Columbia Journalism School announced this week that Gisela Winckler will serve as its inaugural Climate Scientist in Residence for fall 2023. A member of Columbia’s Department of Earth and Environmental Sciences, Winckler studies ice cores and marine sediment cores to understand the history of the earth’s climate — and how it is rapidly changing now.
Winckler has worked closely with CJS students in the past: she teaches in the M.A. science program and has been in residence for several M.S. Covering Climate classes, held in the spring. She will be holding open office hours as well as conducting thematic sessions.
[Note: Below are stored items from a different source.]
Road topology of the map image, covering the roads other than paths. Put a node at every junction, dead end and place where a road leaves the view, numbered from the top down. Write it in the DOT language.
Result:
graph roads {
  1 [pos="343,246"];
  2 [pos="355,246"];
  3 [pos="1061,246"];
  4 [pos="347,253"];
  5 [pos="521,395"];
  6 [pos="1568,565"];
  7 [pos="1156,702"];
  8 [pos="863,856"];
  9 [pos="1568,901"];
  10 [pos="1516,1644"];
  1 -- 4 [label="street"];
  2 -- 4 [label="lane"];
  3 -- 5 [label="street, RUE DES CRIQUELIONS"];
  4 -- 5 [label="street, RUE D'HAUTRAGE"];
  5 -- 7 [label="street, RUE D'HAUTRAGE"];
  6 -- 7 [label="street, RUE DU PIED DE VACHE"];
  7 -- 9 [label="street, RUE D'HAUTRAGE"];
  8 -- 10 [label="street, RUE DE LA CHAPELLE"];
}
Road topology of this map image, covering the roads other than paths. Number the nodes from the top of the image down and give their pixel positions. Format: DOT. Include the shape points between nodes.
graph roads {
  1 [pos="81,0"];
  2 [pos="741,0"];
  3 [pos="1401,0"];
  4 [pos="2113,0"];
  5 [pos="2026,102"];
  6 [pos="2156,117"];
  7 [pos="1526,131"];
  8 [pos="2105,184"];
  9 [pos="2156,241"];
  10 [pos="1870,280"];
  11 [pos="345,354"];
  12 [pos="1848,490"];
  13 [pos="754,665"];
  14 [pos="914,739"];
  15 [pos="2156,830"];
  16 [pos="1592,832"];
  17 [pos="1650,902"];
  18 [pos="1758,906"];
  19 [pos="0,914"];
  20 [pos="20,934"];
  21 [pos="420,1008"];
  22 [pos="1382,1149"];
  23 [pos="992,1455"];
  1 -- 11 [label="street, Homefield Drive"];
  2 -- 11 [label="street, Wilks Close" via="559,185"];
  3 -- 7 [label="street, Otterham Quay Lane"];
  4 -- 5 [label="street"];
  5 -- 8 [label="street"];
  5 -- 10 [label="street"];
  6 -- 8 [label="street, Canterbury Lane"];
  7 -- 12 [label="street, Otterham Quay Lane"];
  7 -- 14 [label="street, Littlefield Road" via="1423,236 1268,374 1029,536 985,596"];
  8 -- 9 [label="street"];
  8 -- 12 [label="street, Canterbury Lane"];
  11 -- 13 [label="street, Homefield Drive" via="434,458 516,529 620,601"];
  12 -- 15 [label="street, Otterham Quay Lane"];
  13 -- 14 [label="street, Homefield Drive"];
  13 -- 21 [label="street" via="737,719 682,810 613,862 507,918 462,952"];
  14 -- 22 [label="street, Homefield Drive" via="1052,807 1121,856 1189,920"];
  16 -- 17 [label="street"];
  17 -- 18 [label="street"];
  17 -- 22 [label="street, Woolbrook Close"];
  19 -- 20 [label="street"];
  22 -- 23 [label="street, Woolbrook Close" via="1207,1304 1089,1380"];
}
“Journalists have the unique opportunity to not only cover one of the most pressing issues of our time, but influence how we respond to it.” said Dean and Henry R. Luce Professor of Journalism Jelani Cobb. “For this reason, the Journalism School is dedicated to training reporters that can not only communicate with scientists about complex research topics, but report about those subjects in ways that lead to action.”
Winckler has been a leader in paleoceanography and the interplay of climate change, the carbon cycle and aerosols since 2003. As an environmental physicist and isotope geochemist, she unravels the process of environmental change on timescales ranging from decades to tens of millions of years. Her focus is primarily on the Southern Ocean and Pacific, two regions that are seeing significant effects from the warming earth.
Her reconstructions of past climates are key to understanding the climate system’s sensitivity to natural variability and anthropogenic perturbations. She has published more than 100 peer-reviewed scientific papers, including in Nature, Science, Nature Geoscience, Science Advances and the Proceedings of the National Academy of Sciences.
Winckler is deeply engaged in the Justice, Equity, Diversity & Inclusion space. She served as the co-chair of the Lamont Diversity Equity and Inclusion Task Force, and has taught a seminar on Race, Climate Change and Environmental Justice.